ZHANG Yan, WANG Shengkai, NIE Qingyu, et al. Characterization and Discrimination of Prefabricated Grilled Fish with Different Packaging Methods Using Non-targeted Metabolomics[J]. Science and Technology of Food Industry, 2024, 45(9): 288−295. (in Chinese with English abstract). doi: 10.13386/j.issn1002-0306.2023100168.
Citation: ZHANG Yan, WANG Shengkai, NIE Qingyu, et al. Characterization and Discrimination of Prefabricated Grilled Fish with Different Packaging Methods Using Non-targeted Metabolomics[J]. Science and Technology of Food Industry, 2024, 45(9): 288−295. (in Chinese with English abstract). doi: 10.13386/j.issn1002-0306.2023100168.

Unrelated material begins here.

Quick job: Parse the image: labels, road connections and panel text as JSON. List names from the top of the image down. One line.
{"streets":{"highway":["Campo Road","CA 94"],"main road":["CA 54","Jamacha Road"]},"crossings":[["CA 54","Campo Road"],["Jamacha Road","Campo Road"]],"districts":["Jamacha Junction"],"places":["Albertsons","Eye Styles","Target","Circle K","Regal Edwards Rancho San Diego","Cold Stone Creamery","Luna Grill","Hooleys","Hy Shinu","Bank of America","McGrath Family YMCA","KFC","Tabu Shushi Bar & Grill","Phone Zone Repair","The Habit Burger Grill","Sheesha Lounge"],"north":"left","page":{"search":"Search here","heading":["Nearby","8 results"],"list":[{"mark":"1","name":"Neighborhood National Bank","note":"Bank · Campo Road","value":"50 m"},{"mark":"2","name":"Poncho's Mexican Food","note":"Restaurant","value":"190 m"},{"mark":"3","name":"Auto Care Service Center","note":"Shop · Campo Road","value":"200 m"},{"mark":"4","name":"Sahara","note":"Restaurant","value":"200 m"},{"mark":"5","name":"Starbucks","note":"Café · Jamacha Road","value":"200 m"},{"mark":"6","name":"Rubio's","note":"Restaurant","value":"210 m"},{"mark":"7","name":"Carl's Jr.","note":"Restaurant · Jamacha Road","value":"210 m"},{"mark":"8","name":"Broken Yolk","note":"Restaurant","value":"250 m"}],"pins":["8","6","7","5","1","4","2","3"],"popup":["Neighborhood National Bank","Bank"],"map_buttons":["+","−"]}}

Characterization and Discrimination of Prefabricated Grilled Fish with Different Packaging Methods Using Non-targeted Metabolomics

  • To explore the metabolites differences of grilled fish in different packages, liquid chromatography-tandem mass spectrometry was used to analyze and compare the metabolite profile of prefabricated grilled fish in tray packaging, vacuum packaging and modified atmosphere packaging through non-targeted metabolomics. The results showed that 318 metabolites were identified under secondary mass spectrometry information in the prefabricated grilled fish with different packaging. In this study, 47 differential metabolites were identified, including 10 fatty acids, 10 nucleotides, 9 amino acids, 7 organic acids and derivatives, 3 benzene and derivatives, 2 alcohol amines, and 6 unconfirmed metabolites, based on the variable importance projection value (VIP, VIP>1) and P<0.05 of the orthogonal partial least squares discriminant analysis model. Clustering heat map analysis of the relative content of 47 different metabolites was performed and the results showed differences in the relative content of metabolites in three types of packages. The relative contents of multiple flavor amino acids and adenosine monophosphate (AMP) were significantly higher in the modified atmosphere packaging than in the conventional vacuum package and tray package. The results revealed that modified atmosphere packaging effectively preserved the umami flavor of grilled fish, offering a basis for the development of novel and effective packaging for grilled fish.